— Problem statement —
Find how many lines in the material contain "true"; your answer should be that number alone.

— Extracted records —
------

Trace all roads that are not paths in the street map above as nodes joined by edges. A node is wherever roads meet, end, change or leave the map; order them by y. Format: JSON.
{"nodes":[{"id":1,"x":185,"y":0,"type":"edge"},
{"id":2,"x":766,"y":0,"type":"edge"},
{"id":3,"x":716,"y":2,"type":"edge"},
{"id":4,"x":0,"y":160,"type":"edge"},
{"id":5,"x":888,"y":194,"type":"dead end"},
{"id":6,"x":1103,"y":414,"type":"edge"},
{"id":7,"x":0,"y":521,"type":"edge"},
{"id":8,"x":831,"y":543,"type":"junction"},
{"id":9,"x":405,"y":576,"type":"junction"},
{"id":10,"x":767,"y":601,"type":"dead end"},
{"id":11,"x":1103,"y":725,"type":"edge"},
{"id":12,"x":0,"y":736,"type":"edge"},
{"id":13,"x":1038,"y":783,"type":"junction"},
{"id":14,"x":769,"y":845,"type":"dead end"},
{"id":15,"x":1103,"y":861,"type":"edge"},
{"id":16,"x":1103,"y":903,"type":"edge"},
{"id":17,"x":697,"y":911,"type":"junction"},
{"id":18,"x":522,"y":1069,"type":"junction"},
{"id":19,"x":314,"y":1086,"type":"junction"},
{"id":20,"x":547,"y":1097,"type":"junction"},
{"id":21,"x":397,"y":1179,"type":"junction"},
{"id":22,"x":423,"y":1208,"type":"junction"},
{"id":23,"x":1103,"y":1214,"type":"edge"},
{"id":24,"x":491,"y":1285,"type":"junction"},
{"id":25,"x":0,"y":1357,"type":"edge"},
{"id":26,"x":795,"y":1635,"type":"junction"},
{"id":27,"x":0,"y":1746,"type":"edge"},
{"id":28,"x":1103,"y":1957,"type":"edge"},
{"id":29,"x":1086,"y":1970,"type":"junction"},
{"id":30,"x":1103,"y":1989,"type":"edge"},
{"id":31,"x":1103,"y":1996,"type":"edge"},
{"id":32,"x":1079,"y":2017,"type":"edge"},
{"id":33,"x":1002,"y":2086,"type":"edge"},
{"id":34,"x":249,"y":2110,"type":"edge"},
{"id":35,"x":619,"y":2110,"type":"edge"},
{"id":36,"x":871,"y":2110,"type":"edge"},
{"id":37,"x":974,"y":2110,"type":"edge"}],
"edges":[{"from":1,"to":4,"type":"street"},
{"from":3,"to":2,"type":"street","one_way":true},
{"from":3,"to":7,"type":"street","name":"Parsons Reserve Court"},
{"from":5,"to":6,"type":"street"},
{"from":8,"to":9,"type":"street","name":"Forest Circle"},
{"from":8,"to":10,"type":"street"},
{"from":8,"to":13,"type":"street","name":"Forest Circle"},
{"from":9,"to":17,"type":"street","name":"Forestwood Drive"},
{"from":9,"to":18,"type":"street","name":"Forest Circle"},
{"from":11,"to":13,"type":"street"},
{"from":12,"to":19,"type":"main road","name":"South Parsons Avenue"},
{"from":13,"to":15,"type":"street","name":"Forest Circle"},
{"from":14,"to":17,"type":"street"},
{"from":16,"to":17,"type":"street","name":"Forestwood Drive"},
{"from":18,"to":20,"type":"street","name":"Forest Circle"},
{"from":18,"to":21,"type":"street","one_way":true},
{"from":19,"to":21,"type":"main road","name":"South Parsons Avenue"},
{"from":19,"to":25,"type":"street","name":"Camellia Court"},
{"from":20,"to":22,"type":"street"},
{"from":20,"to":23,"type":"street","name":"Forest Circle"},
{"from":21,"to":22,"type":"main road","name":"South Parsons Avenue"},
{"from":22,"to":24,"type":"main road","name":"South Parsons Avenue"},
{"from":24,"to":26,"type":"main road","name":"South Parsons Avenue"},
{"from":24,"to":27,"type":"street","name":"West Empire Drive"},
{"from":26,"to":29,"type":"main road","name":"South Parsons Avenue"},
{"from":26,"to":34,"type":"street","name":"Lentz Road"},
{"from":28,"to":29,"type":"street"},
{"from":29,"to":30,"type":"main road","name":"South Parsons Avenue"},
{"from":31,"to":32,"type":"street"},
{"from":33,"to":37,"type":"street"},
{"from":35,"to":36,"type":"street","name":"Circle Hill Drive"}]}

------

— Response box —
2